Louis runs toward more fitting guides: three Black artists, Audre Lorde, Gwendolyn Brooks and Lucille Clifton. These prophetic women generate a metaphoric looking glass that permits Louis to see himself in Sandra Bland, Freddie Gray, Eric Garner and other Black victims of police violence. This, in turn, calls his guilty verdict into question and prefigures the violent murder of his son. “Guides,” Louis asks, “where have I entered?” Reeves responds with an eerie image of the names of the dead rolling on a field. If this is the Inferno, what is Paradise? The poet tells us: Paradise is “the end of running.”
“Evil has no father,” Toni Morrison asserts in “Grendel and His Mother,” her feminist essay on “Beowulf.” She continues: “In true folkloric, epic fashion, the bearer of evil, of destruction is female.” In Reeves’s iteration, this misogynist archetype is completely subverted. For him, Grendel’s mother is a Black mother, despairing over her murdered son:
When my son called to me, called me out of heaven
To come to the crag and corner store
Where it was that he was dying, Mama,
I can’t breathe; even now I hear it — the limb
Of him broken in the black beast-bird’s morning
Call that pins the heaven to the black road.

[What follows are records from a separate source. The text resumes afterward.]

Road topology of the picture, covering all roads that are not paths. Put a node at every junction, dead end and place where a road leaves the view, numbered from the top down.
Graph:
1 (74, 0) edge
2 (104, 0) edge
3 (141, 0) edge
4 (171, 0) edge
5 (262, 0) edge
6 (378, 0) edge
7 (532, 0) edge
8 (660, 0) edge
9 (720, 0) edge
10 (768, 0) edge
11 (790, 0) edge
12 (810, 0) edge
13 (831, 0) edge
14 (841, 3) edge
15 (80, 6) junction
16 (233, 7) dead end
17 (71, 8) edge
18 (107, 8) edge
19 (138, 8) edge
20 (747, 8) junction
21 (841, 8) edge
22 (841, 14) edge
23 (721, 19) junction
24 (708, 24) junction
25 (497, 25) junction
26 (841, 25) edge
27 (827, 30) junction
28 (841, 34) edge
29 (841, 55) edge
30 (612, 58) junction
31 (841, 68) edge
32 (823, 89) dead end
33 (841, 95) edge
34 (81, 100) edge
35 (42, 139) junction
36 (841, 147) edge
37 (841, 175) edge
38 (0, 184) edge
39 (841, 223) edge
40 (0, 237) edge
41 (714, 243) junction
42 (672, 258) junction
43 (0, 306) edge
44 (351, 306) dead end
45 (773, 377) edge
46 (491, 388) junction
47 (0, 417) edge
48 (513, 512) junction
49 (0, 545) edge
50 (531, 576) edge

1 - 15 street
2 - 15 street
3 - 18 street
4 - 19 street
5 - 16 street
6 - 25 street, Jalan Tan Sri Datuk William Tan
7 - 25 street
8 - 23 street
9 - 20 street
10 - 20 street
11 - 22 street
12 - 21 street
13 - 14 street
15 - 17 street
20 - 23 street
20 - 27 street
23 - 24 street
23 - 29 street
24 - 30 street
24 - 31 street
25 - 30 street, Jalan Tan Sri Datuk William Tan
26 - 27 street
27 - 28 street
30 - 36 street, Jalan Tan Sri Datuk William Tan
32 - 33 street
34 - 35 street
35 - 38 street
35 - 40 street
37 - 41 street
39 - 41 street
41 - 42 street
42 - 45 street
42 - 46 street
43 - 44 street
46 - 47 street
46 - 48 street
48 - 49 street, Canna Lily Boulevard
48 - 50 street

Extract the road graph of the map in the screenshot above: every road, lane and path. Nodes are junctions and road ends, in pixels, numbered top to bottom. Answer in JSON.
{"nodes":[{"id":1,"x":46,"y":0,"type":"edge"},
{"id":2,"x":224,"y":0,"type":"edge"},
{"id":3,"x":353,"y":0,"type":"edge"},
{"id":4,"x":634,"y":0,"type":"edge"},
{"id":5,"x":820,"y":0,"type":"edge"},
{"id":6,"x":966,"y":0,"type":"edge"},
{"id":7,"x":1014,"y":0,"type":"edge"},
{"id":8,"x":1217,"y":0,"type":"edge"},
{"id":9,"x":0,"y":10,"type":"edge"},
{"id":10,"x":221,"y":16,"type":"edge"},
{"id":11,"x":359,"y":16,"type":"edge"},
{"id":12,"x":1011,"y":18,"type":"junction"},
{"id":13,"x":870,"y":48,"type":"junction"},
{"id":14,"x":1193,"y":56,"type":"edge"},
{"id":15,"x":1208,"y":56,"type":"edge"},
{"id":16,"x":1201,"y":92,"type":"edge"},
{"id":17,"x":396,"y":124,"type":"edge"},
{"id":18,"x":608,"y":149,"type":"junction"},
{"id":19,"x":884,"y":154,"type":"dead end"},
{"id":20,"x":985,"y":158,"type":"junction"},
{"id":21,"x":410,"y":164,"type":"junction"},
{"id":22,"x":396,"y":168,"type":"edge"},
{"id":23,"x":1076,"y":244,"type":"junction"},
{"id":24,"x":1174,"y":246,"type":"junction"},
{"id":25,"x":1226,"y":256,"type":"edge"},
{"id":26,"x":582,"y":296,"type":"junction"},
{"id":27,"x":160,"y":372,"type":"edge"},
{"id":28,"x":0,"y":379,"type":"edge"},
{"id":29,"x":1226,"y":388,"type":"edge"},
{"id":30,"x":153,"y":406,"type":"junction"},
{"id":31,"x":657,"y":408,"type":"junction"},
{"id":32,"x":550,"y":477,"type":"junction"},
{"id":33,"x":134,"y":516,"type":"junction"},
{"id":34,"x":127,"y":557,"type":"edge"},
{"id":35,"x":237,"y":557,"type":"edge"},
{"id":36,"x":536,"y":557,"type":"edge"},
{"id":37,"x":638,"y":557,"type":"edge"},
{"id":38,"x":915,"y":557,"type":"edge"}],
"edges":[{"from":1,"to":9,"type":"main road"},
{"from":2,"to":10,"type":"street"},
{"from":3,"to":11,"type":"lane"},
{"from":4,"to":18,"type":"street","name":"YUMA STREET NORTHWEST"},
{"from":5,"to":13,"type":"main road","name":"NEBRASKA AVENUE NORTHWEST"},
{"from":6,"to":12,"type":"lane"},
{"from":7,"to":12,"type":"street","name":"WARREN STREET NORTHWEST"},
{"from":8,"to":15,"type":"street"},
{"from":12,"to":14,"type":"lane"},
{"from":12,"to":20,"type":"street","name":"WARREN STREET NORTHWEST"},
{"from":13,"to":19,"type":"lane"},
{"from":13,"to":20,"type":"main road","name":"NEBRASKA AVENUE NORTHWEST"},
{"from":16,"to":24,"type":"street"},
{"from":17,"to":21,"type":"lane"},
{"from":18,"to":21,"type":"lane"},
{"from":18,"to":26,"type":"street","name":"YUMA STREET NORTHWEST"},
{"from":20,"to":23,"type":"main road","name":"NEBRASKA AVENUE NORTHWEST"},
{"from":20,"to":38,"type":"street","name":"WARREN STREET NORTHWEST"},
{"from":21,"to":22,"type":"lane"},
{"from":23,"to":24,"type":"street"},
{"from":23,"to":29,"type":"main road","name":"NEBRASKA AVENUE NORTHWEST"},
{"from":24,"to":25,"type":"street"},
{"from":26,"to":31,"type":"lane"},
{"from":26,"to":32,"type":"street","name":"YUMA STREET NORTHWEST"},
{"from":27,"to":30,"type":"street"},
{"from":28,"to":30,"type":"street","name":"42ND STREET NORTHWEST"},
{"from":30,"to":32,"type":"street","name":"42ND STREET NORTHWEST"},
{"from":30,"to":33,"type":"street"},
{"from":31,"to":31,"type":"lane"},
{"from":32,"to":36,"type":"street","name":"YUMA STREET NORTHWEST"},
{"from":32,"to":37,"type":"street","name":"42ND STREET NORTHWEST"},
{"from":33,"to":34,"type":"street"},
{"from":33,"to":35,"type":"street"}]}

The familiar public protest “I can’t breathe” is returned to its heartbreaking source, the moment of helplessness the mother feels for her dying son, which gives the rallying cry renewed intensity. In the book’s seamless mix of the archaic and the contemporary, the Middle English “crag” becomes the “corner store” and catchy hip-hop refrains like “we started at the bottom now we’re here” flow naturally with the wisdom of Augustine. Reeves isn’t asking himself what to take from this canon or what to leave behind. Instead, he expands literary tradition so that new political ideas, self-revelation and play can thrive.
“Sovereign Silence, or the City” is a haunting ekphrastic poem based on Vincent Valdez’s ominous painting “The City I.” In larger-than-life images, Valdez renders Klansmen huddled in a field, illuminated by the glaring lights of a pickup truck. At the center of the group, a hooded mother holds her hooded infant. This scene of intergenerational violence contrasts starkly with “Rat Among the Pines,” where the poet’s attention is turned to his young child, who already fears the police: “And my daughter hiding in the rose/Bushes, asking who, who the sirens/Have come to kill.”

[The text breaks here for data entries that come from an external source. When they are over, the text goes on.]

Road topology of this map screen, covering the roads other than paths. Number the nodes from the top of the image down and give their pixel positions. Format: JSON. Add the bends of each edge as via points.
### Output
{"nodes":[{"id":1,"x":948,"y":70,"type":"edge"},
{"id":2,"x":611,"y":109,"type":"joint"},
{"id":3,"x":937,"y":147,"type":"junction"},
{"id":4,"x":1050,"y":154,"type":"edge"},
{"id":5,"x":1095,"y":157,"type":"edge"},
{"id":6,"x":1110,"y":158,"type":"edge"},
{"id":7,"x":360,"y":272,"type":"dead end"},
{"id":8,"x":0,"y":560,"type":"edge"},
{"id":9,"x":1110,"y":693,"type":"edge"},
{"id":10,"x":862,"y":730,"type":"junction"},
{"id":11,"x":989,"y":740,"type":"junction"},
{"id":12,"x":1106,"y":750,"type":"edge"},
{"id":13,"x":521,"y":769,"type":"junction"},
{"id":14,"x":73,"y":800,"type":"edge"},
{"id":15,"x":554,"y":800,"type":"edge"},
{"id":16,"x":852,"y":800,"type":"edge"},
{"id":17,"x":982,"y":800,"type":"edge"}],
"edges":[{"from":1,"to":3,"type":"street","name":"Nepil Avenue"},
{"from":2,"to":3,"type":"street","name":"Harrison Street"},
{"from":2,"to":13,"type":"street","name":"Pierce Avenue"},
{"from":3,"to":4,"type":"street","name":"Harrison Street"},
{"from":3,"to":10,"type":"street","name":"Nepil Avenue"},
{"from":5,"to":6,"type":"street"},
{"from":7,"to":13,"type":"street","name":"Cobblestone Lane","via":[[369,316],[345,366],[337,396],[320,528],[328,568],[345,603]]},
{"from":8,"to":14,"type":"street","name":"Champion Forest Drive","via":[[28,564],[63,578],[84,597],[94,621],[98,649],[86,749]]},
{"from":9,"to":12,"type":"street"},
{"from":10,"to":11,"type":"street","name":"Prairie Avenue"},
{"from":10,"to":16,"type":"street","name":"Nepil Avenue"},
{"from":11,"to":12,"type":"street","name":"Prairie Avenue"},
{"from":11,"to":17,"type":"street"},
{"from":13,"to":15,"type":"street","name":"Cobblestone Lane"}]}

While American poetry can sometimes feel uninvested in geopolitics, Reeves ties racism in America to oppression on a global scale. A poem that begins as an elegiac sonnet for the Palestinian writer Ghassan Kanafani (“this peace/Which is not peace but the neck after the sword, the bomb after/Blowing out all the windows”) becomes an envoi about the 1963 Birmingham church bombing — “The four dead girls who’ve been driven in and out of the poem/By history and a bomb in the basement of a church.” The last line of the sonnet (“What are you loyal to other than death?”) starts the envoi, a repetition that underscores their political connection.

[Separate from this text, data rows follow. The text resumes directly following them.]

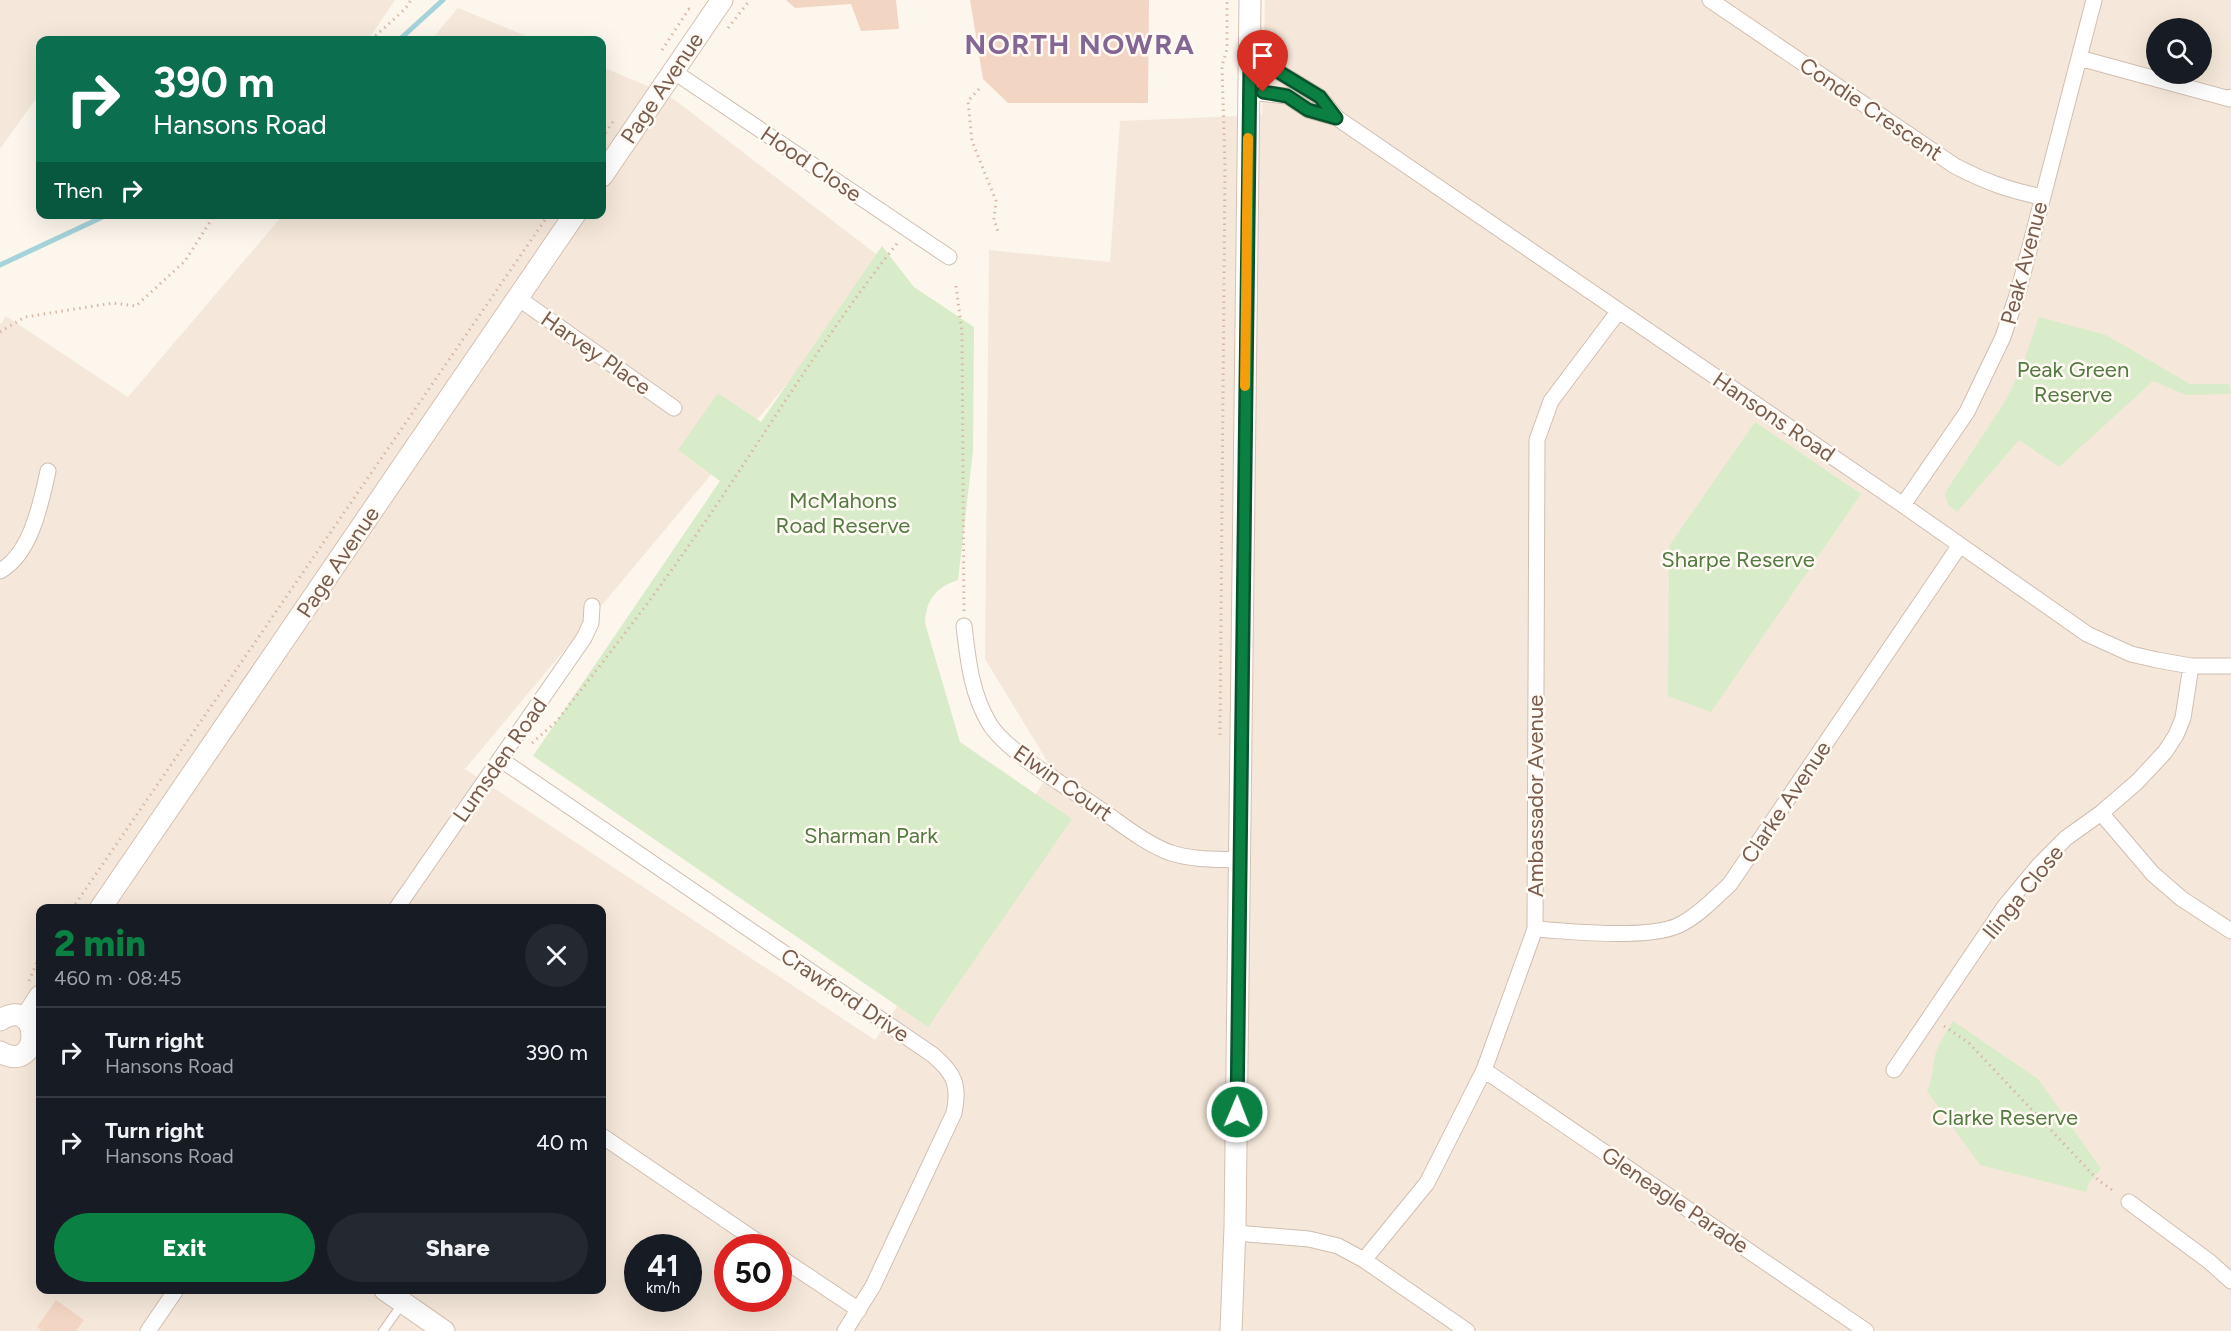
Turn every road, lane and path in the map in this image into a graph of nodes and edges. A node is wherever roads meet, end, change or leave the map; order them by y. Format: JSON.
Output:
{"nodes":[{"id":1,"x":411,"y":0,"type":"edge"},
{"id":2,"x":722,"y":0,"type":"edge"},
{"id":3,"x":750,"y":0,"type":"edge"},
{"id":4,"x":1227,"y":0,"type":"edge"},
{"id":5,"x":1250,"y":0,"type":"edge"},
{"id":6,"x":1710,"y":0,"type":"edge"},
{"id":7,"x":2094,"y":0,"type":"edge"},
{"id":8,"x":724,"y":32,"type":"dead end"},
{"id":9,"x":375,"y":36,"type":"edge"},
{"id":10,"x":2079,"y":58,"type":"junction"},
{"id":11,"x":1250,"y":62,"type":"junction"},
{"id":12,"x":673,"y":71,"type":"junction"},
{"id":13,"x":979,"y":89,"type":"dead end"},
{"id":14,"x":1249,"y":92,"type":"junction"},
{"id":15,"x":2231,"y":97,"type":"edge"},
{"id":16,"x":1336,"y":118,"type":"junction"},
{"id":17,"x":606,"y":170,"type":"edge"},
{"id":18,"x":2042,"y":197,"type":"junction"},
{"id":19,"x":211,"y":219,"type":"edge"},
{"id":20,"x":546,"y":219,"type":"edge"},
{"id":21,"x":572,"y":219,"type":"edge"},
{"id":22,"x":908,"y":229,"type":"junction"},
{"id":23,"x":999,"y":235,"type":"dead end"},
{"id":24,"x":950,"y":257,"type":"dead end"},
{"id":25,"x":956,"y":286,"type":"dead end"},
{"id":26,"x":518,"y":298,"type":"junction"},
{"id":27,"x":1618,"y":312,"type":"junction"},
{"id":28,"x":0,"y":332,"type":"edge"},
{"id":29,"x":674,"y":408,"type":"dead end"},
{"id":30,"x":48,"y":471,"type":"dead end"},
{"id":31,"x":1903,"y":505,"type":"junction"},
{"id":32,"x":1960,"y":545,"type":"junction"},
{"id":33,"x":0,"y":571,"type":"edge"},
{"id":34,"x":592,"y":606,"type":"dead end"},
{"id":35,"x":964,"y":626,"type":"joint"},
{"id":36,"x":2191,"y":666,"type":"junction"},
{"id":37,"x":2231,"y":666,"type":"edge"},
{"id":38,"x":1220,"y":740,"type":"dead end"},
{"id":39,"x":502,"y":756,"type":"junction"},
{"id":40,"x":2101,"y":813,"type":"junction"},
{"id":41,"x":1239,"y":860,"type":"junction"},
{"id":42,"x":75,"y":904,"type":"edge"},
{"id":43,"x":103,"y":904,"type":"edge"},
{"id":44,"x":399,"y":904,"type":"edge"},
{"id":45,"x":1535,"y":930,"type":"junction"},
{"id":46,"x":2231,"y":931,"type":"edge"},
{"id":47,"x":36,"y":1002,"type":"edge"},
{"id":48,"x":1931,"y":1016,"type":"junction"},
{"id":49,"x":25,"y":1019,"type":"junction"},
{"id":50,"x":0,"y":1020,"type":"edge"},
{"id":51,"x":35,"y":1050,"type":"edge"},
{"id":52,"x":0,"y":1053,"type":"edge"},
{"id":53,"x":1484,"y":1070,"type":"junction"},
{"id":54,"x":1894,"y":1070,"type":"dead end"},
{"id":55,"x":606,"y":1139,"type":"edge"},
{"id":56,"x":2129,"y":1202,"type":"joint"},
{"id":57,"x":1235,"y":1233,"type":"junction"},
{"id":58,"x":746,"y":1234,"type":"edge"},
{"id":59,"x":1364,"y":1260,"type":"junction"},
{"id":60,"x":792,"y":1265,"type":"edge"},
{"id":61,"x":2231,"y":1281,"type":"edge"},
{"id":62,"x":173,"y":1294,"type":"edge"},
{"id":63,"x":391,"y":1294,"type":"edge"},
{"id":64,"x":403,"y":1302,"type":"junction"},
{"id":65,"x":859,"y":1310,"type":"junction"},
{"id":66,"x":148,"y":1331,"type":"edge"},
{"id":67,"x":383,"y":1331,"type":"edge"},
{"id":68,"x":444,"y":1331,"type":"edge"},
{"id":69,"x":845,"y":1331,"type":"edge"},
{"id":70,"x":1231,"y":1331,"type":"edge"},
{"id":71,"x":1467,"y":1331,"type":"edge"},
{"id":72,"x":1866,"y":1331,"type":"edge"}],
"edges":[{"from":1,"to":9,"type":"path"},
{"from":2,"to":12,"type":"main road","name":"Page Avenue"},
{"from":3,"to":8,"type":"path"},
{"from":4,"to":38,"type":"path"},
{"from":5,"to":11,"type":"main road"},
{"from":6,"to":18,"type":"street","name":"Condie Crescent"},
{"from":7,"to":10,"type":"street","name":"Peak Avenue"},
{"from":10,"to":15,"type":"street"},
{"from":10,"to":18,"type":"street","name":"Peak Avenue"},
{"from":11,"to":14,"type":"main road"},
{"from":11,"to":16,"type":"street","name":"Hansons Road"},
{"from":12,"to":17,"type":"main road","name":"Page Avenue"},
{"from":12,"to":22,"type":"street","name":"Hood Close"},
{"from":13,"to":23,"type":"path"},
{"from":14,"to":16,"type":"street","name":"Hansons Road"},
{"from":14,"to":41,"type":"main road"},
{"from":16,"to":27,"type":"street","name":"Hansons Road"},
{"from":18,"to":31,"type":"street","name":"Peak Avenue"},
{"from":19,"to":28,"type":"path"},
{"from":20,"to":42,"type":"path"},
{"from":21,"to":26,"type":"main road","name":"Page Avenue"},
{"from":22,"to":24,"type":"street","name":"Hood Close"},
{"from":22,"to":39,"type":"path"},
{"from":25,"to":35,"type":"path"},
{"from":26,"to":29,"type":"street","name":"Harvey Place"},
{"from":26,"to":43,"type":"main road","name":"Page Avenue"},
{"from":27,"to":31,"type":"street","name":"Hansons Road"},
{"from":27,"to":45,"type":"street","name":"Ambassador Avenue"},
{"from":30,"to":33,"type":"street"},
{"from":31,"to":32,"type":"street","name":"Hansons Road"},
{"from":32,"to":36,"type":"street","name":"Hansons Road"},
{"from":32,"to":45,"type":"street","name":"Clarke Avenue"},
{"from":34,"to":39,"type":"street","name":"Lumsden Road"},
{"from":35,"to":41,"type":"street","name":"Elwin Court"},
{"from":36,"to":37,"type":"street","name":"Hansons Road"},
{"from":36,"to":40,"type":"street","name":"Ilinga Close"},
{"from":39,"to":44,"type":"street","name":"Lumsden Road"},
{"from":39,"to":65,"type":"street","name":"Crawford Drive"},
{"from":40,"to":46,"type":"street"},
{"from":40,"to":48,"type":"street","name":"Ilinga Close"},
{"from":41,"to":57,"type":"main road"},
{"from":45,"to":53,"type":"street","name":"Ambassador Avenue"},
{"from":47,"to":49,"type":"main road"},
{"from":48,"to":54,"type":"street","name":"Ilinga Close"},
{"from":48,"to":56,"type":"path"},
{"from":49,"to":50,"type":"main road"},
{"from":49,"to":51,"type":"main road"},
{"from":51,"to":52,"type":"main road"},
{"from":53,"to":59,"type":"street","name":"Ambassador Avenue"},
{"from":53,"to":72,"type":"street","name":"Gleneagle Parade"},
{"from":55,"to":58,"type":"street"},
{"from":56,"to":61,"type":"street"},
{"from":57,"to":59,"type":"street"},
{"from":57,"to":70,"type":"main road"},
{"from":59,"to":71,"type":"street"},
{"from":60,"to":65,"type":"street"},
{"from":62,"to":66,"type":"street"},
{"from":63,"to":64,"type":"main road"},
{"from":64,"to":67,"type":"lane"},
{"from":64,"to":68,"type":"main road"},
{"from":65,"to":69,"type":"street","name":"Crawford Drive"}]}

What I find most moving in this collection is the way fatherhood frames Reeves’s sense of the future and his reworking of the past. His daughter becomes a generator for paradise, the underworld, utopia and dystopia. What will he leave behind for her? What can he extract from Gilgamesh or Orpheus? And is this world, on the page, from the “black spots on the rose” to the “tick-tock of crows,” enough, for now? “Black Child,” he writes in the final poem, “you are the walking-on-of-water/Without the need of an approving master./You are in a beautiful language.”